*** Recorded information ***
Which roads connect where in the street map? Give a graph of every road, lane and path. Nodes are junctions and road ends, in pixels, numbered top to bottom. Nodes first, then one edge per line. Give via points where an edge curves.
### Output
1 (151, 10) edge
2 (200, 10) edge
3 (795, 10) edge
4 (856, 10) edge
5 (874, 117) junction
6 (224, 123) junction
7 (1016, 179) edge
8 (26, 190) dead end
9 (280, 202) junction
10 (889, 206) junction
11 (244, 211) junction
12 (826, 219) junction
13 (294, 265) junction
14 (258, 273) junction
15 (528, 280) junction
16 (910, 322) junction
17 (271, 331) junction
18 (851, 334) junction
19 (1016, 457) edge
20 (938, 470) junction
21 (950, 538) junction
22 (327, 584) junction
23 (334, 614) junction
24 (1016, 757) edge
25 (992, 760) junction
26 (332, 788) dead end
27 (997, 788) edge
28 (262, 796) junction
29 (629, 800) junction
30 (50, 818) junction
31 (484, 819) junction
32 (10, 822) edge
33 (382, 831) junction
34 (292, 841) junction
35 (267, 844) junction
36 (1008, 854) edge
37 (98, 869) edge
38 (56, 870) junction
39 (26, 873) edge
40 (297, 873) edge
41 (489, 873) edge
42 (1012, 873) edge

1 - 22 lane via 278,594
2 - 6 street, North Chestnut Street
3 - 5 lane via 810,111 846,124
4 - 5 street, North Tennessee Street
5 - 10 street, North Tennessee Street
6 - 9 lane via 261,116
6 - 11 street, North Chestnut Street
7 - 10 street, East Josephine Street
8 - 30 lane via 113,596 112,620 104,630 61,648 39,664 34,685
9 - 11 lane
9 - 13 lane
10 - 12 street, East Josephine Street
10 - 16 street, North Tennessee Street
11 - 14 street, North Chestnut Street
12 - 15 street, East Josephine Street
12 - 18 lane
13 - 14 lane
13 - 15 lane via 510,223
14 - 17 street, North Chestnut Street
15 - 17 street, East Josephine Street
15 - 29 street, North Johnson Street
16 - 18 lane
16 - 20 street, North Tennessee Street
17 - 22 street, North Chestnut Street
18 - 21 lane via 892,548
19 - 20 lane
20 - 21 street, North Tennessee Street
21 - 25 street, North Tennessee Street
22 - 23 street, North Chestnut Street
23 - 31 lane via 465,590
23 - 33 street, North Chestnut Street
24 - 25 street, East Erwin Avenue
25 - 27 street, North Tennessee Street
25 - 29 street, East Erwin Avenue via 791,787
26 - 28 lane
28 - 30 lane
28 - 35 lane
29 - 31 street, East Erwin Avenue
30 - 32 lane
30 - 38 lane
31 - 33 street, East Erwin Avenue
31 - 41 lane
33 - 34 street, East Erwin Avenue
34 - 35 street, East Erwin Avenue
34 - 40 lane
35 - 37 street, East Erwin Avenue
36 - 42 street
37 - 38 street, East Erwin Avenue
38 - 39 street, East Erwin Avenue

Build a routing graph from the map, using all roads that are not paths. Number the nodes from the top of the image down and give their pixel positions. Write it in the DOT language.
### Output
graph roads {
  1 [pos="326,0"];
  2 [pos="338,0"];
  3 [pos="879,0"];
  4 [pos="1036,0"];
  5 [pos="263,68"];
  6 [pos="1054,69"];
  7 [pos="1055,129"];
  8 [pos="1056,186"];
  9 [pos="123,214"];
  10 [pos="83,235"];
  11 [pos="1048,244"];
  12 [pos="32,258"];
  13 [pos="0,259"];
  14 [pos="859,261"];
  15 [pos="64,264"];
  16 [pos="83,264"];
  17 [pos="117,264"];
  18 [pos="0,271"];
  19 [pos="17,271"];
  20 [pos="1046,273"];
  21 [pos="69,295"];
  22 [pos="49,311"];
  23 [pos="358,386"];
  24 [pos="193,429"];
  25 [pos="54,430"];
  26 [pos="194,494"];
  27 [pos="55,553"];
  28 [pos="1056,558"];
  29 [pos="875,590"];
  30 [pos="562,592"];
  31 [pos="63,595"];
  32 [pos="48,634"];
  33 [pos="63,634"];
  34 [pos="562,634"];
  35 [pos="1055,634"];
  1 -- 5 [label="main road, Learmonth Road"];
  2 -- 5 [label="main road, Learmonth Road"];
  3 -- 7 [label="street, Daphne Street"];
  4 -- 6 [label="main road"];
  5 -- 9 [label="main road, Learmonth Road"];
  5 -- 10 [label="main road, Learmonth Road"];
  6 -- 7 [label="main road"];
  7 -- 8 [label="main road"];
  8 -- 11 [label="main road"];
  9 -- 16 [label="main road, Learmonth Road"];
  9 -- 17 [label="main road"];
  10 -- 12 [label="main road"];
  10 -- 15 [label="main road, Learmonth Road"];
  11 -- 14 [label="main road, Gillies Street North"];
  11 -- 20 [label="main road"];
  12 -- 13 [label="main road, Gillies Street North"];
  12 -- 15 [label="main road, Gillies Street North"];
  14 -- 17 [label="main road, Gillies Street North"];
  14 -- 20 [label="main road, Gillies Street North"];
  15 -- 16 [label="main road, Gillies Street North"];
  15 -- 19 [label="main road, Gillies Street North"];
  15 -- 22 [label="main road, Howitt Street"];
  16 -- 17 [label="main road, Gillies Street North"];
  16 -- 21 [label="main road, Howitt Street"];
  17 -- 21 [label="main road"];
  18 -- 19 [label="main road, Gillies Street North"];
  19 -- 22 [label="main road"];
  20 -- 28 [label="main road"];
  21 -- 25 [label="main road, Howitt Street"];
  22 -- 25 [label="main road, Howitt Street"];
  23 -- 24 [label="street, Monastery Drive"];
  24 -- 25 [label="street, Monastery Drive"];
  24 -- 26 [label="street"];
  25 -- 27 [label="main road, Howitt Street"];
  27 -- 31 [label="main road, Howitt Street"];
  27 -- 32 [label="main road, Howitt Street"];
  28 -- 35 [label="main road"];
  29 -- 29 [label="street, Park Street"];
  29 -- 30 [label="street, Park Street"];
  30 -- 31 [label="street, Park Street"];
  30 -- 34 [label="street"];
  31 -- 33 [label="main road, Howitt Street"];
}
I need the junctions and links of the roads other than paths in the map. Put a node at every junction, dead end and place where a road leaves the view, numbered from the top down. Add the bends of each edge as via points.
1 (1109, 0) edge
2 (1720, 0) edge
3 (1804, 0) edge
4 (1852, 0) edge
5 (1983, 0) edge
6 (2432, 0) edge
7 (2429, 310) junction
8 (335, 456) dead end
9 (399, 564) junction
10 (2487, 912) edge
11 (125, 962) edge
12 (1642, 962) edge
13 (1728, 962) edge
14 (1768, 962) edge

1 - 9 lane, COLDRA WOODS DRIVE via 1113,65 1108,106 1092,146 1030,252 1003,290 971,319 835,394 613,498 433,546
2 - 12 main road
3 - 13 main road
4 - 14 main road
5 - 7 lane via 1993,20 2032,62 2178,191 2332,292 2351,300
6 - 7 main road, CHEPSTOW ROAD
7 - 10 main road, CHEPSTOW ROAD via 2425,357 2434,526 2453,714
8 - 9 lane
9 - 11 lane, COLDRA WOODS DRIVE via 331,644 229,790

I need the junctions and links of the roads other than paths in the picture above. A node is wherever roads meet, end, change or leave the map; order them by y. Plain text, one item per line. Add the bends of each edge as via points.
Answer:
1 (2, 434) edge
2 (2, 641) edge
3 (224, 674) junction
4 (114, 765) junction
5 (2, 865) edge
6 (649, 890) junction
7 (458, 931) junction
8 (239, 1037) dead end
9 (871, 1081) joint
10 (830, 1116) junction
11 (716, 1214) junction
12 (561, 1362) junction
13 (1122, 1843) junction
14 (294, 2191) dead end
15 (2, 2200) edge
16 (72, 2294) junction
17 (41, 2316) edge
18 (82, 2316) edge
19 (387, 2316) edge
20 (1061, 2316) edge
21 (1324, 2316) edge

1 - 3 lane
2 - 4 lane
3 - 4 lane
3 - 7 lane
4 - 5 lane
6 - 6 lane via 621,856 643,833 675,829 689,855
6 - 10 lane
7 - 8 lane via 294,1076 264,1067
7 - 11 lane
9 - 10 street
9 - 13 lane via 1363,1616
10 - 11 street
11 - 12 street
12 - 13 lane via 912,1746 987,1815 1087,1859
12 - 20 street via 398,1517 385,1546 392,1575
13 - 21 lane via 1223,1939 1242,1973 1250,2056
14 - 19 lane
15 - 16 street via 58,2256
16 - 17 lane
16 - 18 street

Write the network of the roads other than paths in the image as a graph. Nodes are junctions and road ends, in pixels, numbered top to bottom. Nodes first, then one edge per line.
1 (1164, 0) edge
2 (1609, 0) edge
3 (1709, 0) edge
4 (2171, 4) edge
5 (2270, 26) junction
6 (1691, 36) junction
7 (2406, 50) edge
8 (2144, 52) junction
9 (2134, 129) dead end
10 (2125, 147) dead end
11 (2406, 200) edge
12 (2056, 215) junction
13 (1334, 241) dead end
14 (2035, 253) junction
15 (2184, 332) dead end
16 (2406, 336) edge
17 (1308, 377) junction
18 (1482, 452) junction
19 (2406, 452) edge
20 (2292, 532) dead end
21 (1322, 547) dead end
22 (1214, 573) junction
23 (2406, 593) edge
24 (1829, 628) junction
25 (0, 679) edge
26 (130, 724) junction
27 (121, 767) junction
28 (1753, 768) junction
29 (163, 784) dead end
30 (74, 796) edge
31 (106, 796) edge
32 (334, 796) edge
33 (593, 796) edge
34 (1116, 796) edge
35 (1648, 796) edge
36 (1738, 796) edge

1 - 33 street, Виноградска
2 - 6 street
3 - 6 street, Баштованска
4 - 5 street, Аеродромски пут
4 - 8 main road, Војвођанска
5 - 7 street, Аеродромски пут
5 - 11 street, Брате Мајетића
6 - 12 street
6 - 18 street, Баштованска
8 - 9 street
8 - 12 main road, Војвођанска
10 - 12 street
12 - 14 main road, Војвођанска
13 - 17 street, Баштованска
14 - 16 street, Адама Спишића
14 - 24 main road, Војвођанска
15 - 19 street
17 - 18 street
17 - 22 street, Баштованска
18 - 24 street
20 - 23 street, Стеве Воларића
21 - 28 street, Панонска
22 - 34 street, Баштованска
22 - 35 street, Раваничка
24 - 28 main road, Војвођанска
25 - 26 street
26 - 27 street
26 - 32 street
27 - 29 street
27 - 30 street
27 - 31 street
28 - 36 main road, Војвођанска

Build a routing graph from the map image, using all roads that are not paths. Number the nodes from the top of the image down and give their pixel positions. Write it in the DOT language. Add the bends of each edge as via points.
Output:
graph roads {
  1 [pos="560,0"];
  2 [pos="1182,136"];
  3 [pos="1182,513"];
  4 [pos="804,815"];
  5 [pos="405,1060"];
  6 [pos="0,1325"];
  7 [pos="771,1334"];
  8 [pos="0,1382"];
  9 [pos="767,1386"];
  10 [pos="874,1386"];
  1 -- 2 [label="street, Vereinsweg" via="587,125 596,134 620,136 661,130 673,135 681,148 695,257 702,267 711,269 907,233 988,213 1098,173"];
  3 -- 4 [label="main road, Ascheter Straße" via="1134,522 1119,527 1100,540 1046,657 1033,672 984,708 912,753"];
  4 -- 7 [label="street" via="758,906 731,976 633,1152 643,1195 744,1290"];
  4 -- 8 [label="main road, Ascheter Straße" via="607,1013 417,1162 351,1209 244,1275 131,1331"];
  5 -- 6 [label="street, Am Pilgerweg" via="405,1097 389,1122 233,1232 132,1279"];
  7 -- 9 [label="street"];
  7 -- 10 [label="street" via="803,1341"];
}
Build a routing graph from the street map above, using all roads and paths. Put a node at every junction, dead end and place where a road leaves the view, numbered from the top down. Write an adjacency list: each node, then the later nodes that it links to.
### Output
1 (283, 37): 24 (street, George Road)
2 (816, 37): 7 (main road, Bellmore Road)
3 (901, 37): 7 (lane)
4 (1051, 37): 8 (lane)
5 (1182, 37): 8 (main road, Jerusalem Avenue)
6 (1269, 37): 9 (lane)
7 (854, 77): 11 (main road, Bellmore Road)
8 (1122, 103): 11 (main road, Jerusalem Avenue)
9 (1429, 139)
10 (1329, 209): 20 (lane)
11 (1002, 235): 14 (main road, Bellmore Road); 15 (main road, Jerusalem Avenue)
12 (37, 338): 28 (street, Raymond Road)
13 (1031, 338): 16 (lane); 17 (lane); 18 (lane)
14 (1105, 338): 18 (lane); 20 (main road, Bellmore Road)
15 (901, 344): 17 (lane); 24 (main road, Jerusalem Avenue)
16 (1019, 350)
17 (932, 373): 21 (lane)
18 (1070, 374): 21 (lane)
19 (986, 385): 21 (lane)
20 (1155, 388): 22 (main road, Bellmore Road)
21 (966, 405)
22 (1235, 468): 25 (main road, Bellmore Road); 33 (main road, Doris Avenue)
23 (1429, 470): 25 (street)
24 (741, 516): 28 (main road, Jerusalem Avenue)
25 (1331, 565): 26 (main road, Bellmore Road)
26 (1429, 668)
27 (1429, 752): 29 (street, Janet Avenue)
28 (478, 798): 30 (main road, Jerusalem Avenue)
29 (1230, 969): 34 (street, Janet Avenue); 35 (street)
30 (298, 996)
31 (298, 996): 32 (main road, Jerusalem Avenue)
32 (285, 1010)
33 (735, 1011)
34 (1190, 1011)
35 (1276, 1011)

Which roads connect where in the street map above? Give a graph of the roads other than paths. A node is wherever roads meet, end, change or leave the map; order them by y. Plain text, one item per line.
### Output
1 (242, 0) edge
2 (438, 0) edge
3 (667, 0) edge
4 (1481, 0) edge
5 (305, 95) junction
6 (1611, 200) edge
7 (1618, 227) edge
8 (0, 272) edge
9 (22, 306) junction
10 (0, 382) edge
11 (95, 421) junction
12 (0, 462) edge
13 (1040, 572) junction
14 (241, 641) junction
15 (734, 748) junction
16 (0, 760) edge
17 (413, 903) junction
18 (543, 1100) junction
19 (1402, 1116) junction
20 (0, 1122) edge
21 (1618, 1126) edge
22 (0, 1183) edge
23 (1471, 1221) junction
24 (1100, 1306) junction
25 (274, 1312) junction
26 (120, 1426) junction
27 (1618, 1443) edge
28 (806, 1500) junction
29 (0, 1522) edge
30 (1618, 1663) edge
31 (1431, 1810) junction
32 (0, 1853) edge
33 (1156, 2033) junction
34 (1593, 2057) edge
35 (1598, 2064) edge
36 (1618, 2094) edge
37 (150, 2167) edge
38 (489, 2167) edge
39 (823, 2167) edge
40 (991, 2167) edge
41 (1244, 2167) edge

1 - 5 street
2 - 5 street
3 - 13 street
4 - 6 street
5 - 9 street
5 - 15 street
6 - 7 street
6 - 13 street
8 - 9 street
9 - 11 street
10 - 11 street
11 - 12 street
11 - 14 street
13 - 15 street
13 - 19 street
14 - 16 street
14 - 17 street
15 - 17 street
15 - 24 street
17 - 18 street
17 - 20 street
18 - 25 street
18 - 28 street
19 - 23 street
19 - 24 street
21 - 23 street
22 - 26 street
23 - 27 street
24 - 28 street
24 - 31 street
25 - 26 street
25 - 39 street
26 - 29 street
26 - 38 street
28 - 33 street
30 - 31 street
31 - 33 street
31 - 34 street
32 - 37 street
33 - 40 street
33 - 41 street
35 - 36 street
*** End of Recorded information ***
• How to complete this task
In the entries above, locate every line with the word "meet" and copy it.

• Task output
I need the junctions and links of the roads other than paths in the picture above. A node is wherever roads meet, end, change or leave the map; order them by y. Plain text, one item per line. Add the bends of each edge as via points.
Which roads connect where in the street map above? Give a graph of the roads other than paths. A node is wherever roads meet, end, change or leave the map; order them by y. Plain text, one item per line.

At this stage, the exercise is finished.